■ **Supplied material**:
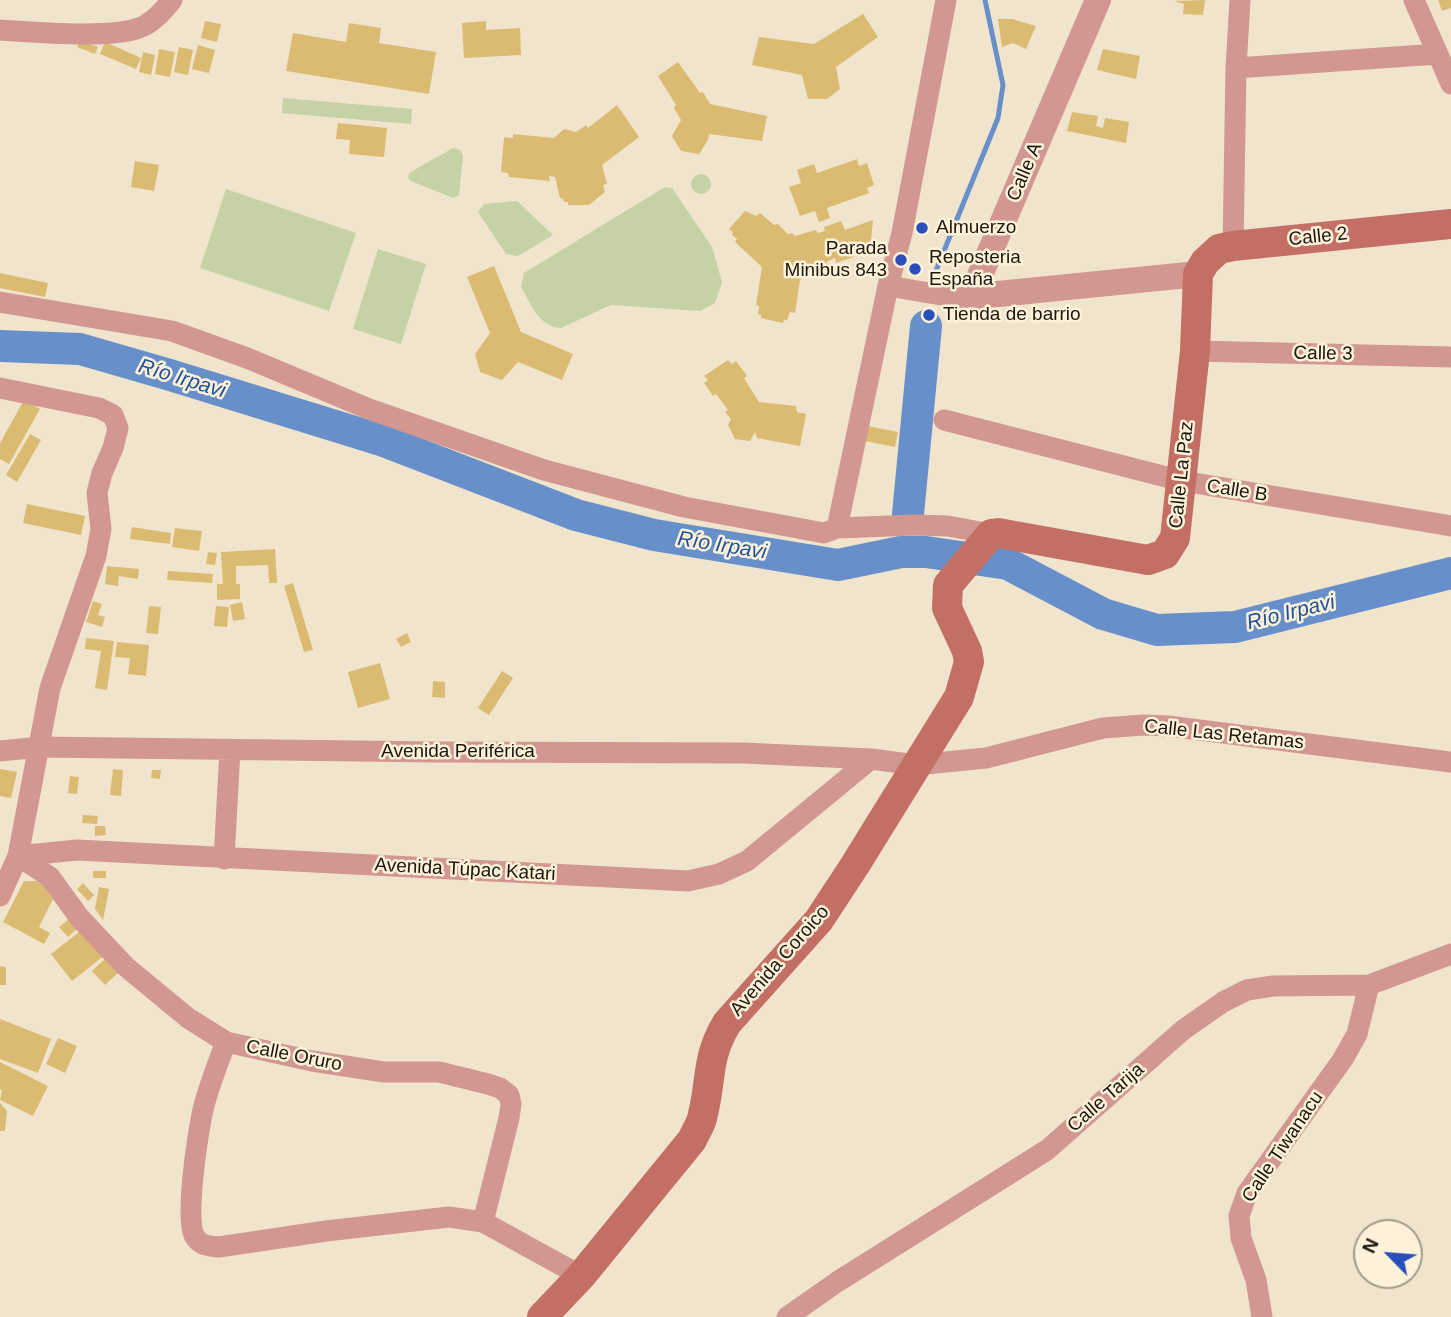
<!DOCTYPE html>
<meta charset="utf-8">
<style>
body{margin:0}
#map{position:relative;width:1451px;height:1317px;overflow:hidden;background:#f0e5cc;font-family:Arial,sans-serif}
canvas{display:block}
.north{position:absolute;left:1353px;top:1219px;width:70px;height:70px;box-sizing:border-box;background:#fdf2d9;border:2px solid #a39b88;border-radius:50%;rotate:295deg;font-size:19px;font-weight:700;line-height:28px;text-align:center;color:#1c180f}
.north::after{content:'';display:block;margin:auto;width:24px;height:32px;background:#2b4ebd;clip-path:polygon(50% 0,100% 100%,50% 72%,0 100%)}
</style>
<div id="map">
<canvas width="1451" height="1317"></canvas>
<div class="north">N</div>
</div>
<script>
const ctx = document.querySelector('canvas').getContext('2d');
ctx.lineJoin = 'round';
function fill(path, color) { ctx.fillStyle = color; ctx.fill(path, 'evenodd'); }
function strokePath(path, color, width, dash) { ctx.strokeStyle = color; ctx.lineWidth = width; ctx.lineCap = dash ? 'butt' : 'round'; ctx.setLineDash(dash || []); ctx.stroke(path); }
function label(font, color, halo, rows, align = 'center') {
  ctx.font = font + ' Arial,sans-serif'; ctx.lineWidth = 5; ctx.setLineDash([]); ctx.textBaseline = 'middle'; ctx.strokeStyle = halo; ctx.fillStyle = color; for (const [text, x, y, turn = 0] of rows) {
    ctx.save(); ctx.translate(x, y); ctx.rotate((+turn || 0) * Math.PI / 180); ctx.textAlign = isNaN(turn) ? turn : align; if (halo) ctx.strokeText(text, 0, 0); ctx.fillText(text, 0, 0); ctx.restore();
  }
}
fill(new Path2D(`
 M 283,98 L 412,109 L 411,124 L 282,113 Z
 M 453,148 L 460,150 L 463,155 L 459,195 L 453,198 L 411,181 L 408,178 L 409,173 Z
 M691 184a10 10 0 1 1 20 0a10 10 0 1 1-20 0Z
 M 665,187 L 672,188 L 712,247 L 722,282 L 715,303 L 700,311 L 611,305 L 561,328 C 539,327 531,304 521,287 L 524,273 Z
 M 226,189 L 356,233 L 329,311 L 200,268 Z
 M 517,201 L 553,235 L 518,256 L 506,254 L 478,212 L 484,204 Z
 M 378,249 L 426,264 L 401,344 L 353,329 Z`), '#c4d2a5');
strokePath(new Path2D(`
 M 935,273 L 998,118 L 1003,85 L 985,0`), '#6790cb', 5);
strokePath(new Path2D(`
 M 0,346 L 80,349 L 170,375 L 384,441 L 576,515 L 654,535 L 838,565 L 901,552 L 926,552 L 1008,564 L 1103,614 L 1157,630 L 1235,627 L 1451,573
 M 908,514 L 926,326`), '#6790cb', 32);
fill(new Path2D(`
 M 1205,0 L 1203,15 L 1183,14 L 1184,4 L 1174,1 Z
 M 1438,0 L 1451,0 L 1451,8 L 1442,11 Z
 M 863,14 L 878,37 L 836,67 L 840,89 L 827,99 L 808,99 L 802,75 L 752,65 L 759,37 L 814,44 Z
 M 998,19 L 1012,19 L 1036,26 L 1026,49 L 1013,43 L 1002,47 Z
 M 205,21 L 221,24 L 217,42 L 201,38 Z
 M 486,21 L 486,30 L 520,28 L 521,55 L 464,58 L 462,23 Z
 M 349,23 L 381,28 L 379,43 L 436,52 L 429,94 L 286,71 L 293,33 L 346,42 Z
 M 80,41 L 98,47 L 95,54 L 77,47 Z
 M 105,42 L 141,58 L 136,69 L 100,54 Z
 M 198,45 L 215,50 L 209,73 L 192,69 Z
 M 179,47 L 193,50 L 188,75 L 174,72 Z
 M 159,49 L 175,52 L 170,77 L 155,74 Z
 M 1103,49 L 1140,56 L 1136,79 L 1097,70 Z
 M 143,52 L 155,55 L 151,75 L 139,72 Z
 M 678,62 L 700,93 L 703,92 L 710,104 L 767,116 L 762,141 L 709,134 L 708,140 L 699,154 L 681,151 L 672,136 L 681,120 L 674,108 L 676,105 L 658,76 Z
 M 617,105 L 639,137 L 602,165 L 607,184 L 603,185 L 605,192 L 589,205 L 568,205 L 568,202 L 564,202 L 563,199 L 560,198 L 555,177 L 549,176 L 550,181 L 509,177 L 508,173 L 501,172 L 504,137 L 513,138 L 513,134 L 554,138 L 564,129 L 576,132 L 586,125 L 588,128 Z
 M 1072,112 L 1098,116 L 1096,126 L 1103,128 L 1105,118 L 1129,122 L 1126,143 L 1067,131 Z
 M 338,123 L 387,128 L 384,157 L 349,154 L 350,140 L 336,139 Z
 M 857,159 L 859,166 L 867,163 L 874,185 L 867,188 L 869,193 L 827,208 L 830,218 L 819,222 L 815,211 L 800,216 L 789,187 L 801,183 L 797,170 L 814,164 L 817,173 Z
 M 135,161 L 159,165 L 154,191 L 131,187 Z
 M 745,211 L 756,216 L 760,213 L 774,225 L 778,224 L 788,234 L 792,233 L 795,236 L 815,230 L 818,233 L 825,231 L 824,227 L 841,221 L 845,230 L 873,220 L 870,253 L 863,254 L 857,246 L 851,249 L 854,257 L 836,263 L 835,258 L 826,262 L 828,265 L 807,274 L 800,280 L 795,313 L 790,312 L 787,321 L 784,319 L 783,323 L 761,318 L 761,315 L 758,314 L 759,306 L 756,305 L 762,267 L 735,242 L 737,239 L 732,235 L 733,232 L 729,229 Z
 M 494,266 L 521,332 L 573,354 L 562,380 L 518,362 L 502,380 L 480,372 L 475,354 L 490,333 L 467,277 Z
 M 0,273 L 48,283 L 45,297 L 0,288 Z
 M 728,360 L 732,364 L 736,361 L 747,376 L 744,378 L 759,402 L 796,406 L 797,412 L 806,414 L 800,446 L 757,438 L 755,432 L 750,441 L 735,439 L 728,425 L 731,419 L 725,412 L 728,410 L 716,394 L 713,396 L 704,383 L 708,380 L 704,376 Z
 M 24,400 L 40,409 L 9,464 L 0,459 L 0,443 Z
 M 868,426 L 898,432 L 895,447 L 865,441 Z
 M 30,434 L 41,440 L 17,482 L 6,475 Z
 M 27,504 L 85,516 L 81,535 L 23,523 Z
 M 132,527 L 171,533 L 170,544 L 130,539 Z
 M 175,528 L 202,531 L 199,551 L 172,547 Z
 M 275,549 L 277,583 L 269,583 L 268,565 L 236,566 L 236,584 L 240,584 L 240,599 L 217,600 L 217,584 L 223,584 L 221,552 Z
 M 208,552 L 217,553 L 215,565 L 206,564 Z
 M 107,566 L 139,569 L 138,579 L 119,576 L 118,586 L 105,584 Z
 M 168,571 L 213,574 L 212,583 L 167,580 Z
 M 293,583 L 313,650 L 304,652 L 284,586 Z
 M 93,601 L 102,604 L 98,615 L 105,617 L 102,627 L 86,622 Z
 M 242,602 L 245,619 L 233,621 L 230,605 Z
 M 149,606 L 161,607 L 158,634 L 146,633 Z
 M 216,606 L 229,607 L 227,627 L 214,626 Z
 M 407,633 L 411,642 L 401,647 L 396,639 Z
 M 86,638 L 114,641 L 107,690 L 95,688 L 101,651 L 85,649 Z
 M 117,642 L 149,645 L 146,676 L 128,674 L 130,658 L 115,657 Z
 M 380,663 L 390,699 L 358,708 L 348,672 Z
 M 502,671 L 513,678 L 489,715 L 478,708 Z
 M 433,681 L 445,682 L 445,698 L 432,697 Z
 M 0,769 L 17,772 L 11,798 L 0,796 Z
 M 113,769 L 123,770 L 121,796 L 110,795 Z
 M 152,770 L 161,770 L 160,779 L 151,778 Z
 M 70,776 L 79,777 L 77,794 L 68,793 Z
 M 83,815 L 98,816 L 97,824 L 82,823 Z
 M 95,826 L 105,826 L 106,835 L 95,836 Z
 M 93,871 L 106,871 L 106,878 L 93,878 Z
 M 24,881 L 40,881 L 53,899 L 39,927 L 50,933 L 44,944 L 3,922 Z
 M 83,883 L 94,895 L 88,901 L 77,889 Z
 M 99,887 L 109,889 L 103,920 L 95,909 Z
 M 69,919 L 77,929 L 68,937 L 59,927 Z
 M 84,928 L 105,955 L 72,981 L 51,954 Z
 M 108,956 L 121,970 L 105,985 L 92,971 Z
 M 0,966 L 6,967 L 6,985 L 0,985 Z
 M 0,1019 L 51,1039 L 38,1073 L 0,1059 Z
 M 58,1038 L 77,1046 L 65,1073 L 46,1064 Z
 M 0,1062 L 48,1086 L 33,1116 L 0,1100 L 2,1090 L 0,1089 Z
 M 0,1103 L 7,1111 L 5,1131 L 0,1131 Z`), '#dabb71');
strokePath(new Path2D(`
 M 1414,0 L 1451,84
 M 0,30 C 34,32 108,39 139,28 C 152,24 163,11 172,0
 M 1236,68 L 1438,54
 M 1233,246 L 1236,68 L 1240,0
 M 888,286 L 959,298 L 978,296
 M 0,302 L 172,331 L 247,358 L 369,409 L 544,470 L 684,507 L 824,533 L 837,528 L 915,525 L 948,526 L 991,534
 M 1195,351 L 1451,357
 M 0,388 L 99,408 L 113,415 L 118,428 L 113,448 L 102,473 L 97,493 L 101,529 L 96,556 L 50,688 L 18,856 L 0,896
 M 944,420 L 1182,481 L 1451,526
 M 837,528 L 888,286 L 902,233 L 946,0
 M 0,751 L 40,747 L 437,752 L 744,753 L 871,759 L 916,765 L 986,758 L 1103,728 L 1143,725 L 1168,726 L 1451,762
 M 18,856 L 77,850 L 688,881 L 719,874 L 747,861 L 871,759
 M 18,856 L 50,877 L 79,917 L 125,966 L 188,1018 L 226,1042 L 312,1061 L 384,1072 L 439,1072 L 488,1084 L 500,1088 L 509,1095 L 511,1104 L 509,1118 L 483,1222
 M 224,859 L 230,750
 M 226,1042 C 217,1066 207,1090 202,1114 C 198,1135 184,1222 195,1237 C 201,1246 209,1246 219,1247 L 326,1231 L 449,1217 L 483,1222 L 581,1276
 M 787,1317 L 837,1282 L 1047,1150 L 1183,1030 L 1223,1002 L 1247,990 L 1273,986 L 1369,985 L 1451,954
 M 1262,1317 L 1256,1280 L 1241,1238 L 1239,1216 L 1247,1193 L 1343,1059 L 1357,1034 L 1369,985`), '#d29790', 21);
strokePath(new Path2D(`
 M 1098,0 L 978,280 L 978,296 L 1198,274`), '#d29790', 26);
strokePath(new Path2D(`
 M 542,1317 L 581,1276 L 692,1140 C 696,1131 702,1123 703,1114 C 712,1077 706,1058 727,1023 L 819,920 L 855,865 L 959,697 L 969,662 L 967,651 L 947,608 L 948,585 L 991,534 L 998,533 L 1148,560 L 1165,554 L 1175,538 L 1195,351 L 1198,274 L 1205,262 L 1219,249 L 1233,246 L 1451,224`), '#c36f66', 30);
for (const [x, y, r, color] of [
 [922,228,7,"#2b4ebd"],
 [901,260,7,"#2b4ebd"],
 [915,269,7,"#2b4ebd"],
 [929,315,7,"#2b4ebd"]
]) { const dot = new Path2D(); dot.arc(x, y, r, 0, 2 * Math.PI); ctx.fillStyle = color; ctx.fill(dot); strokePath(dot, '#fdf2d9', 2.5); }
label('19px', '#1c180f', '#fdf2d9', [
 ["Calle A",1025,172,-67],
 ["Calle 2",1318,237,-6],
 ["Calle 3",1323,354,1],
 ["Calle La Paz",1182,475,-84],
 ["Calle B",1237,491,9],
 ["Calle Las Retamas",1224,735,6],
 ["Avenida Periférica",458,752],
 ["Avenida Túpac Katari",465,870,3],
 ["Avenida Coroico",780,961,-49],
 ["Calle Oruro",294,1056,11],
 ["Calle Tarija",1106,1098,-41],
 ["Calle Tiwanacu",1283,1147,-56]
]);
label('19px', '#1c180f', '#fdf2d9', [
 ["Almuerzo",936,228],
 ["Parada",887,249,"right"],
 ["Minibus 843",887,271,"right"],
 ["Reposteria",929,258],
 ["España",929,280],
 ["Tienda de barrio",943,315]
], 'left');
label('italic 21px', '#1f529a', '#fdf2d9', [
 ["Río Irpavi",182,379,17],
 ["Río Irpavi",722,546,9],
 ["Río Irpavi",1291,613,-14]
]);
</script>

■ **Exercise directions**: Throughout the records above, find the lines in which the word "halo" appears and return them.

■ **Answer box**:
function label(font, color, halo, rows, align = 'center') {
  ctx.font = font + ' Arial,sans-serif'; ctx.lineWidth = 5; ctx.setLineDash([]); ctx.textBaseline = 'middle'; ctx.strokeStyle = halo; ctx.fillStyle = color; for (const [text, x, y, turn = 0] of rows) {
    ctx.save(); ctx.translate(x, y); ctx.rotate((+turn || 0) * Math.PI / 180); ctx.textAlign = isNaN(turn) ? turn : align; if (halo) ctx.strokeText(text, 0, 0); ctx.fillText(text, 0, 0); ctx.restore();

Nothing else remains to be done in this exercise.